The world of the museum of art (its aporia, its boldness—real or fake—its institutional dimension, its business model) as a parable of our contemporary society.
The world of modern art and its uncanny elements used to expose a larger social reality about the human comedy and condition.
A series of scenes where incongruous elements expose hypocrisy and moral bankruptcy

The Square: an art piece turned into a conversation piece, a pretext, an offense, a scandal.
The question of authenticity and truth.
What is inside the square? What does its border fence off?
The square: border or frontier?

The parties at the museum
Wild dancing and/ or polished dinner: same ‘show’? Playing at being someone?
The speech followed by the buffet
The chef’s presentation of his dishes
People don’t care
He must scream to be heard:
Turning up the volume on their hypocrisy?
How loud must you be to be heard in a world saturated with images/videos/violence (staged or not….)?
The dinner scene as paradigmatic and programmatic
Self-referentiality of the tropes and symbols : the jungle/the primitive
Mirrors of the social reality beneath the polite and ‘civilized’ persona.
The contrived dimension of our societal scripts. And their vulnerability/reversibility (the jungle man: bully and then victim/ the polite men turning into attackers, beating him to death… the ellipsis lets us imagine… the unsaid or the unsayable… the issue of censorship… what cannot be imagined and yet exists/takes place)

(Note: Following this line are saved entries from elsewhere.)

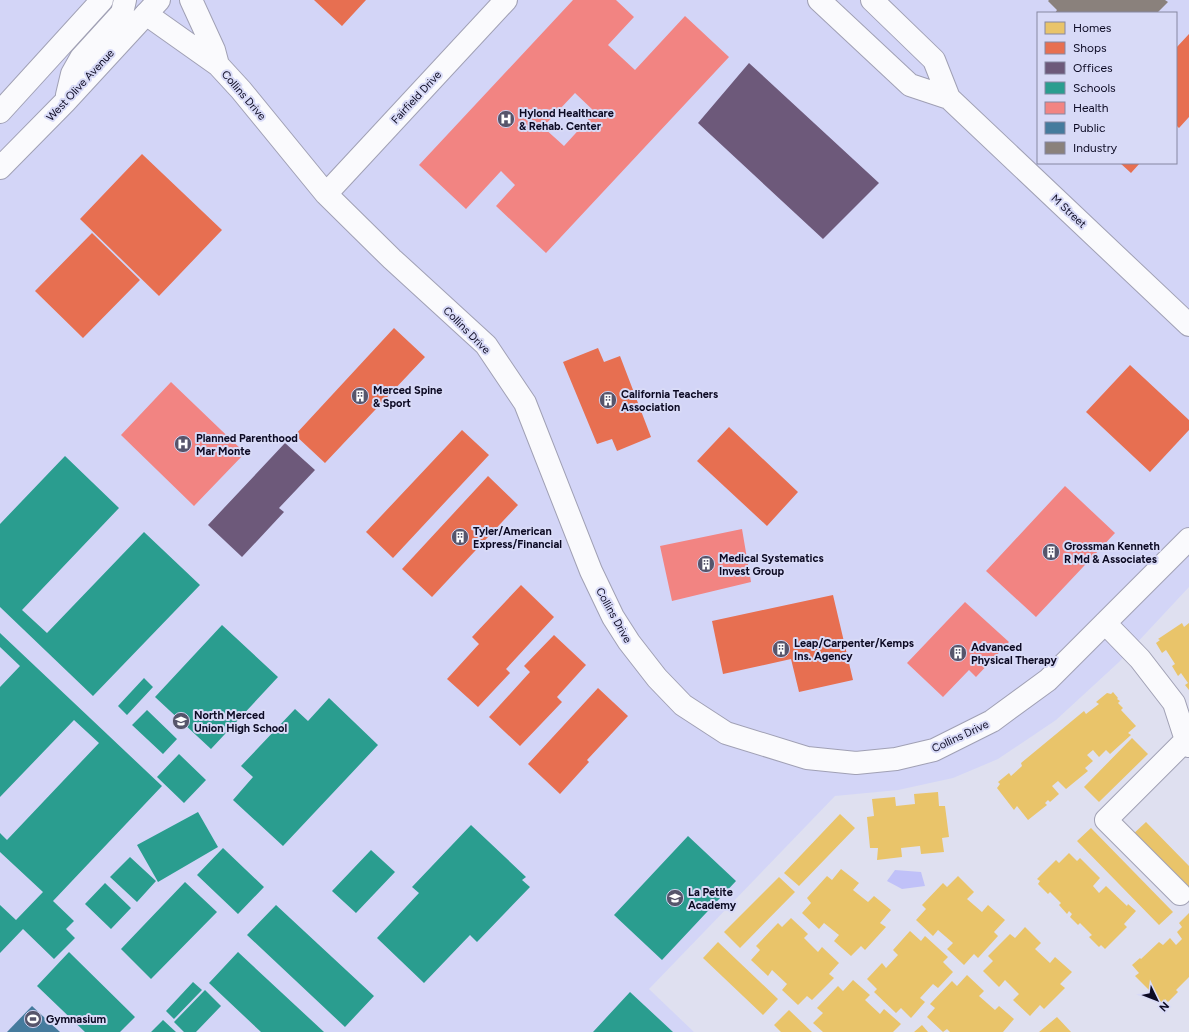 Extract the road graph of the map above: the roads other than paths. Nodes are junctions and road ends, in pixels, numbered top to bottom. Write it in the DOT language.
graph roads {
  1 [pos="102,0"];
  2 [pos="125,0"];
  3 [pos="191,0"];
  4 [pos="506,0"];
  5 [pos="819,0"];
  6 [pos="872,0"];
  7 [pos="152,5"];
  8 [pos="218,65"];
  9 [pos="949,98"];
  10 [pos="65,102"];
  11 [pos="0,112"];
  12 [pos="0,168"];
  13 [pos="326,194"];
  14 [pos="1189,324"];
  15 [pos="1189,539"];
  16 [pos="1105,624"];
  17 [pos="1187,743"];
  18 [pos="1180,894"];
  1 -- 11 [label="street"];
  2 -- 10 [label="street"];
  3 -- 8 [label="street, Collins Drive"];
  4 -- 13 [label="street, Fairfield Drive"];
  5 -- 9 [label="street, M Street"];
  6 -- 9 [label="street, M Street"];
  7 -- 8 [label="street, Collins Drive"];
  7 -- 10 [label="street, West Olive Avenue"];
  8 -- 13 [label="street, Collins Drive"];
  9 -- 14 [label="street, M Street"];
  10 -- 12 [label="street, West Olive Avenue"];
  13 -- 16 [label="street, Collins Drive"];
  15 -- 16 [label="street, Collins Drive"];
  16 -- 17 [label="street"];
  17 -- 18 [label="street"];
}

The video: instrumentalizing the misery of others
The press conference: the soapy feelings of those far removed from the reality of poverty and fear (see the discussion about the young girl’s hair color for example).

An overall indifference to suffering.
A callous world where a cry for help is insignificant
People go about their day.
The little boy: a real call for help (as opposed to the other calls which are just staged to distract/to rob)
The director realizes—too late—that he can really make a difference in this boy’s life. His actions—had he chosen to act—would have been meaningful/would have made a real difference in a real person’s life. He would have had an impact in the real world instead of just impacting the reality within the ‘square’.

Men/Women: is sex just a transaction?
Discrepancy between the intimacy of the sexual act (Anne: “you were inside me”) and the aloofness of the relationship.

Language as a pose: the intricacy of the jargonic language versus the vacuity of its aesthetics and political content.
The question of representation and creation
Illusion and reality
The cleaning services tampering with the art piece: gravel in the real world as opposed to gravel in the museum?
Magritte: ceci n’est pas une pipe
Interview Anne/the director: “what if I take your bag and put it out there… does it become an art object?”